Judge: Gun-waving lawyer shouldn’t get guns or money back
ST. LOUIS (AP) — A Missouri judge has ruled that a pardon from the governor doesn’t mean the St. Louis lawyer and his wife who gained national attention for waving guns at racial injustice protesters in 2020 should get back the weapons they surrendered and fines they paid after guilty pleas last year.
Mark McCloskey sued last year to have returned a Colt AR-15 rifle and a Bryco .380-caliber pistol that he and his wife, Patricia McCloskey, surrendered when they pleaded guilty to charges stemming from the confrontation with protesters. McCloskey said he was entitled to the guns and remitted fines because Republican Gov. Mike Parson pardoned him and his wife weeks after their guilty pleas.

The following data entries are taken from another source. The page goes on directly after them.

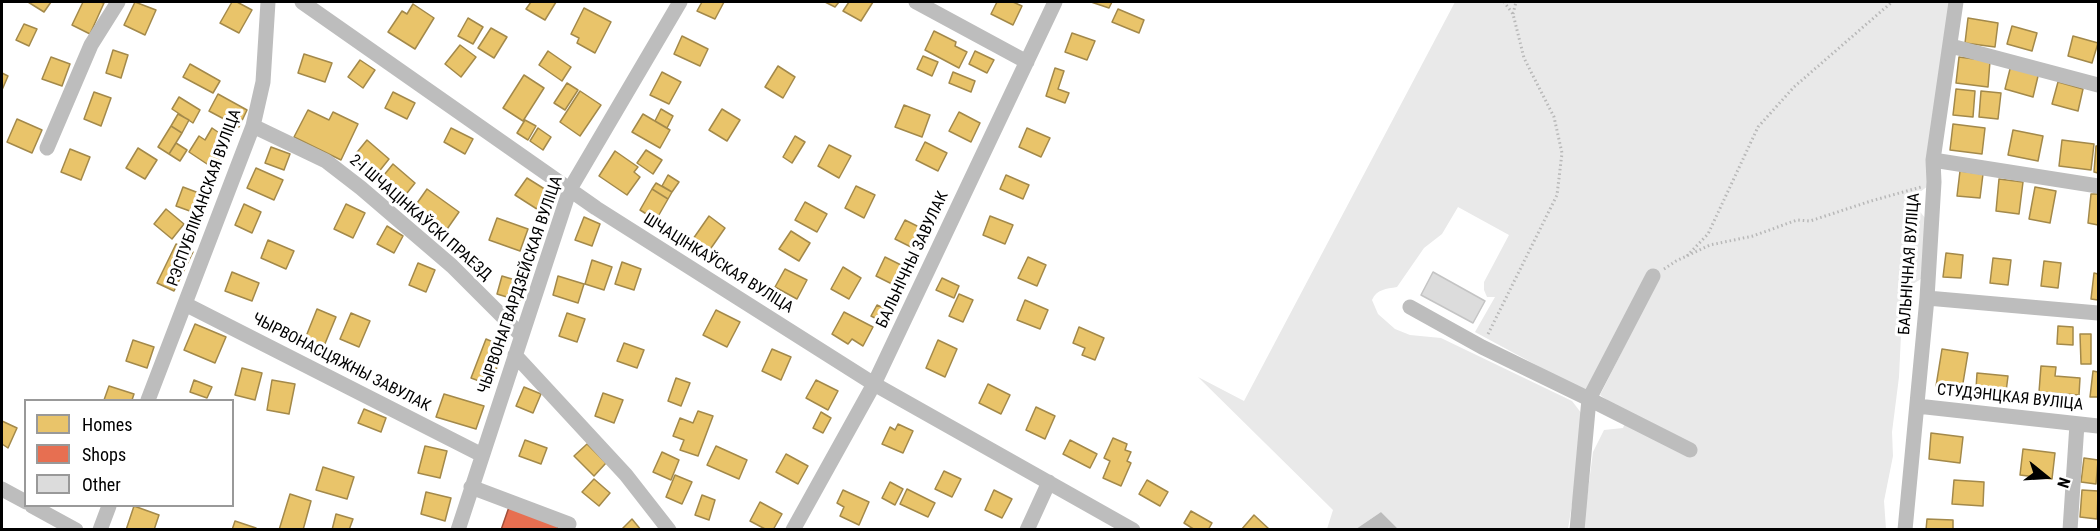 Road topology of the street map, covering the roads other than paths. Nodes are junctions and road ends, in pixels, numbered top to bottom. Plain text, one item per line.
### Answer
1 (118, 2) edge
2 (268, 2) edge
3 (302, 2) edge
4 (680, 2) edge
5 (916, 2) edge
6 (1056, 2) edge
7 (1956, 2) edge
8 (1951, 46) junction
9 (1027, 62) junction
10 (2098, 85) edge
11 (253, 126) junction
12 (47, 148) dead end
13 (1934, 160) junction
14 (2098, 186) edge
15 (570, 189) junction
16 (1653, 276) road end
17 (1927, 298) junction
18 (184, 304) junction
19 (1410, 307) dead end
20 (2098, 313) edge
21 (521, 335) junction
22 (515, 355) junction
23 (874, 384) junction
24 (148, 399) edge
25 (1589, 399) junction
26 (1917, 406) junction
27 (2077, 424) junction
28 (2098, 426) edge
29 (1690, 450) dead end
30 (482, 455) junction
31 (1049, 482) junction
32 (471, 487) junction
33 (2, 489) edge
34 (24, 501) edge
35 (34, 507) edge
36 (109, 507) edge
37 (76, 530) edge
38 (100, 530) edge
39 (458, 530) edge
40 (566, 530) edge
41 (669, 530) edge
42 (793, 530) edge
43 (1027, 530) edge
44 (1133, 530) edge
45 (1577, 530) edge
46 (1905, 530) edge
47 (2070, 530) edge

1 - 12 street
2 - 11 street, РЭСПУБЛІКАНСКАЯ ВУЛІЦА
3 - 15 street, ШЧАЦІНКАЎСКАЯ ВУЛІЦА
4 - 15 street, ЧЫРВОНАГВАРДЗЕЙСКАЯ ВУЛІЦА
5 - 9 street
6 - 9 street, БАЛЬНІЧНЫ ЗАВУЛАК
7 - 8 street, БАЛЬНІЧНАЯ ВУЛІЦА
8 - 10 street
8 - 13 street, БАЛЬНІЧНАЯ ВУЛІЦА
9 - 23 street, БАЛЬНІЧНЫ ЗАВУЛАК
11 - 18 street, РЭСПУБЛІКАНСКАЯ ВУЛІЦА
11 - 21 street, 2-І ШЧАЦІНКАЎСКІ ПРАЕЗД
13 - 14 street
13 - 17 street, БАЛЬНІЧНАЯ ВУЛІЦА
15 - 21 street, ЧЫРВОНАГВАРДЗЕЙСКАЯ ВУЛІЦА
15 - 23 street, ШЧАЦІНКАЎСКАЯ ВУЛІЦА
16 - 25 street
17 - 20 street
17 - 26 street, БАЛЬНІЧНАЯ ВУЛІЦА
18 - 24 street, РЭСПУБЛІКАНСКАЯ ВУЛІЦА
18 - 30 street, ЧЫРВОНАСЦЯЖНЫ ЗАВУЛАК
19 - 25 street
21 - 22 street, ЧЫРВОНАГВАРДЗЕЙСКАЯ ВУЛІЦА
22 - 30 street, ЧЫРВОНАГВАРДЗЕЙСКАЯ ВУЛІЦА
22 - 41 street
23 - 31 street, ШЧАЦІНКАЎСКАЯ ВУЛІЦА
23 - 42 street, БАЛЬНІЧНЫ ЗАВУЛАК
25 - 29 street
25 - 45 street
26 - 27 street, СТУДЭНЦКАЯ ВУЛІЦА
26 - 46 street, БАЛЬНІЧНАЯ ВУЛІЦА
27 - 28 street, СТУДЭНЦКАЯ ВУЛІЦА
27 - 47 street
30 - 32 street, ЧЫРВОНАГВАРДЗЕЙСКАЯ ВУЛІЦА
31 - 43 street
31 - 44 street, ШЧАЦІНКАЎСКАЯ ВУЛІЦА
32 - 39 street, ЧЫРВОНАГВАРДЗЕЙСКАЯ ВУЛІЦА
32 - 40 street
33 - 34 street
35 - 37 street
36 - 38 street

On Wednesday, Circuit Judge Joan Moriarty ruled that the pardon had no bearing on the plea agreement, The St. Louis Post-Dispatch reported.
“Plaintiff and his wife are required to follow through with their end of the bargain,” she wrote.
Mark McCloskey said he plans to appeal.
The McCloskeys have said they felt threatened by protesters who walked on their private street past their home during global protests that followed the death of George Floyd in Minneapolis. They emerged from their home waving guns.
They were each indicted on felony charges of unlawful use of a weapon and evidence tampering. Mark McCloskey later agreed to plead guilty to misdemeanor fourth-degree assault and was ordered to pay a $750 fine. Patricia McCloskey pleaded guilty to misdemeanor harassment and was ordered to pay a $2,000 fine.
Earlier this year, the court suspended Mark and Patricia McCloskeys’ law licenses but delayed the suspension and put the two on probation for a year. The order means the couple can still practice, but the suspension will take effect if they violate their probation by breaking any more laws.
During the 2021 sentencing hearing, Judge David Mason asked Mark McCloskey if he acknowledged that his actions put people at risk of personal injury. He replied, “I sure did your honor.” Afterward on the courthouse steps, McCloskey, at the time a Republican candidate for the U.S. Senate, said he’d do it again if faced with similar circumstances.
Richard Callahan, the special prosecutor who investigated the case said his investigation determined that the protesters were peaceful.
“There was no evidence that any of them had a weapon and no one I interviewed realized they had ventured onto a private enclave,” he said in a news release after the McCloskeys pleaded guilty.